-------- Entries provided --------

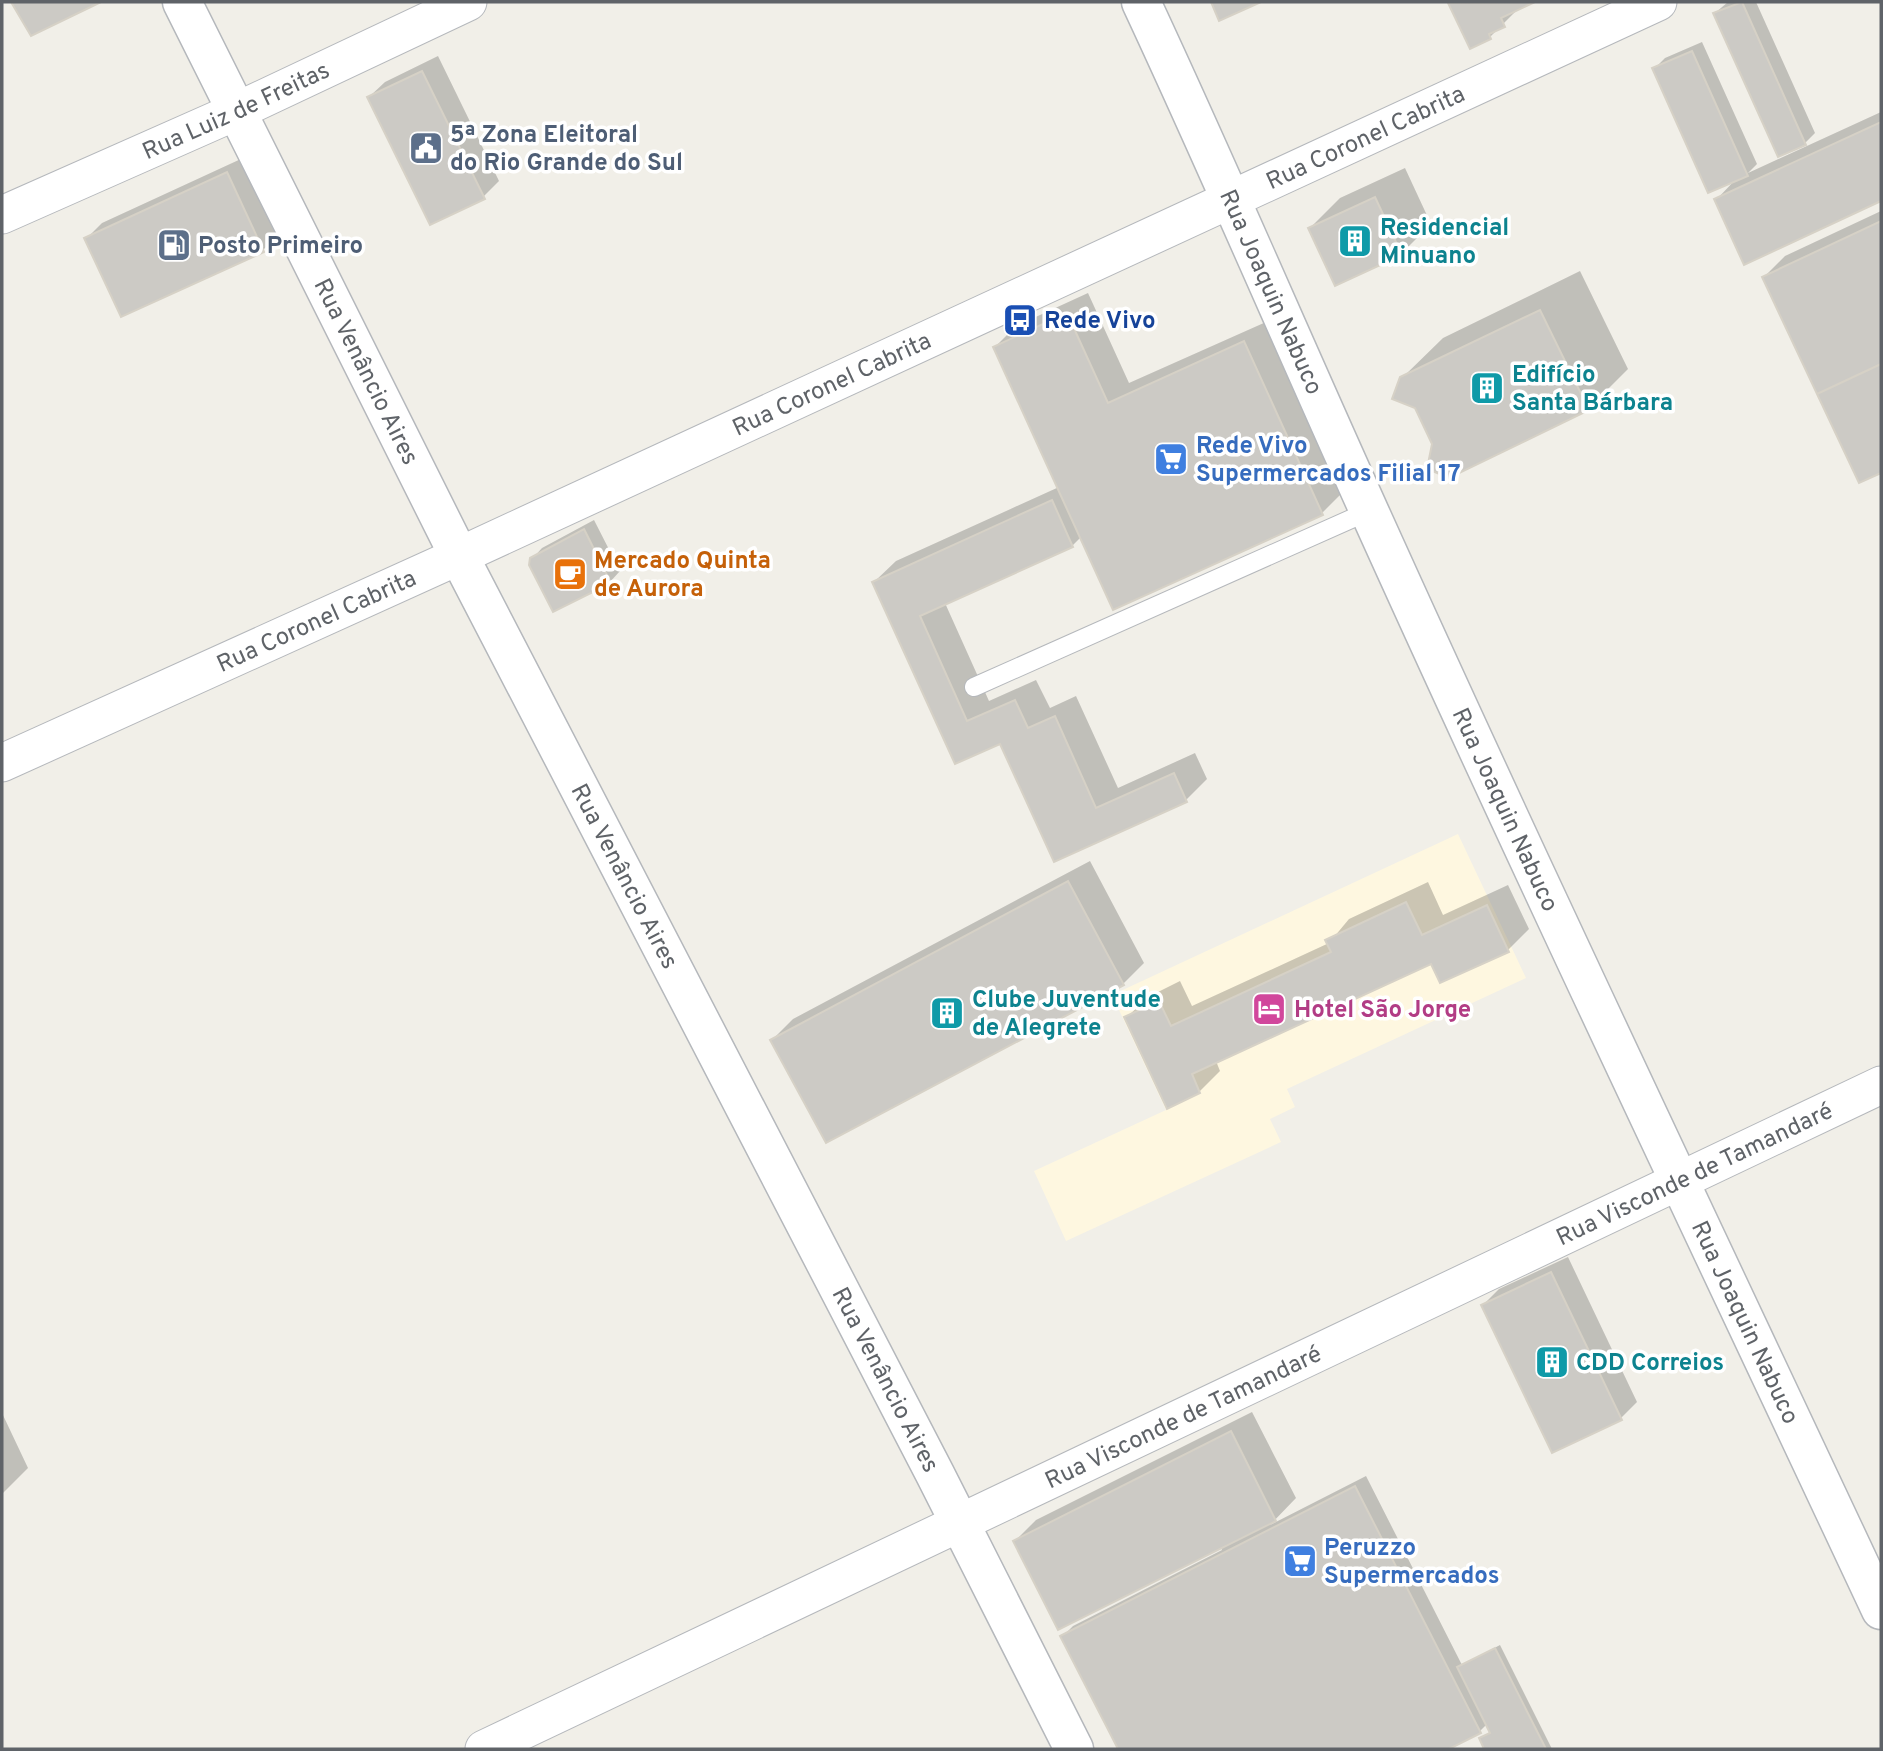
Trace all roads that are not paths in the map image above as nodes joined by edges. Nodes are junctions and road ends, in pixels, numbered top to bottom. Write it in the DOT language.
graph roads {
  1 [pos="182,2"];
  2 [pos="468,2"];
  3 [pos="1141,2"];
  4 [pos="1658,2"];
  5 [pos="237,110"];
  6 [pos="1233,197"];
  7 [pos="2,215"];
  8 [pos="1369,512"];
  9 [pos="459,556"];
  10 [pos="974,687"];
  11 [pos="2,763"];
  12 [pos="1881,1084"];
  13 [pos="1678,1181"];
  14 [pos="960,1522"];
  15 [pos="1881,1610"];
  16 [pos="484,1749"];
  17 [pos="1074,1749"];
  1 -- 5 [label="street, Rua Venâncio Aires"];
  2 -- 5 [label="street, Rua Luiz de Freitas"];
  3 -- 6 [label="street, Rua Joaquin Nabuco"];
  4 -- 6 [label="street, Rua Coronel Cabrita"];
  5 -- 7 [label="street, Rua Luiz de Freitas"];
  5 -- 9 [label="street, Rua Venâncio Aires"];
  6 -- 8 [label="street, Rua Joaquin Nabuco"];
  6 -- 9 [label="street, Rua Coronel Cabrita"];
  8 -- 10 [label="lane"];
  8 -- 13 [label="street, Rua Joaquin Nabuco"];
  9 -- 11 [label="street, Rua Coronel Cabrita"];
  9 -- 14 [label="street, Rua Venâncio Aires"];
  12 -- 13 [label="street, Rua Visconde de Tamandaré"];
  13 -- 14 [label="street, Rua Visconde de Tamandaré"];
  13 -- 15 [label="street, Rua Joaquin Nabuco"];
  14 -- 16 [label="street, Rua Visconde de Tamandaré"];
  14 -- 17 [label="street, Rua Venâncio Aires"];
}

--------

Omit the pictures. Transcribe every record exactly.

**Task output**
Trace all roads that are not paths in the map image above as nodes joined by edges. Nodes are junctions and road ends, in pixels, numbered top to bottom. Write it in the DOT language.
graph roads {
  1 [pos="182,2"];
  2 [pos="468,2"];
  3 [pos="1141,2"];
  4 [pos="1658,2"];
  5 [pos="237,110"];
  6 [pos="1233,197"];
  7 [pos="2,215"];
  8 [pos="1369,512"];
  9 [pos="459,556"];
  10 [pos="974,687"];
  11 [pos="2,763"];
  12 [pos="1881,1084"];
  13 [pos="1678,1181"];
  14 [pos="960,1522"];
  15 [pos="1881,1610"];
  16 [pos="484,1749"];
  17 [pos="1074,1749"];
  1 -- 5 [label="street, Rua Venâncio Aires"];
  2 -- 5 [label="street, Rua Luiz de Freitas"];
  3 -- 6 [label="street, Rua Joaquin Nabuco"];
  4 -- 6 [label="street, Rua Coronel Cabrita"];
  5 -- 7 [label="street, Rua Luiz de Freitas"];
  5 -- 9 [label="street, Rua Venâncio Aires"];
  6 -- 8 [label="street, Rua Joaquin Nabuco"];
  6 -- 9 [label="street, Rua Coronel Cabrita"];
  8 -- 10 [label="lane"];
  8 -- 13 [label="street, Rua Joaquin Nabuco"];
  9 -- 11 [label="street, Rua Coronel Cabrita"];
  9 -- 14 [label="street, Rua Venâncio Aires"];
  12 -- 13 [label="street, Rua Visconde de Tamandaré"];
  13 -- 14 [label="street, Rua Visconde de Tamandaré"];
  13 -- 15 [label="street, Rua Joaquin Nabuco"];
  14 -- 16 [label="street, Rua Visconde de Tamandaré"];
  14 -- 17 [label="street, Rua Venâncio Aires"];
}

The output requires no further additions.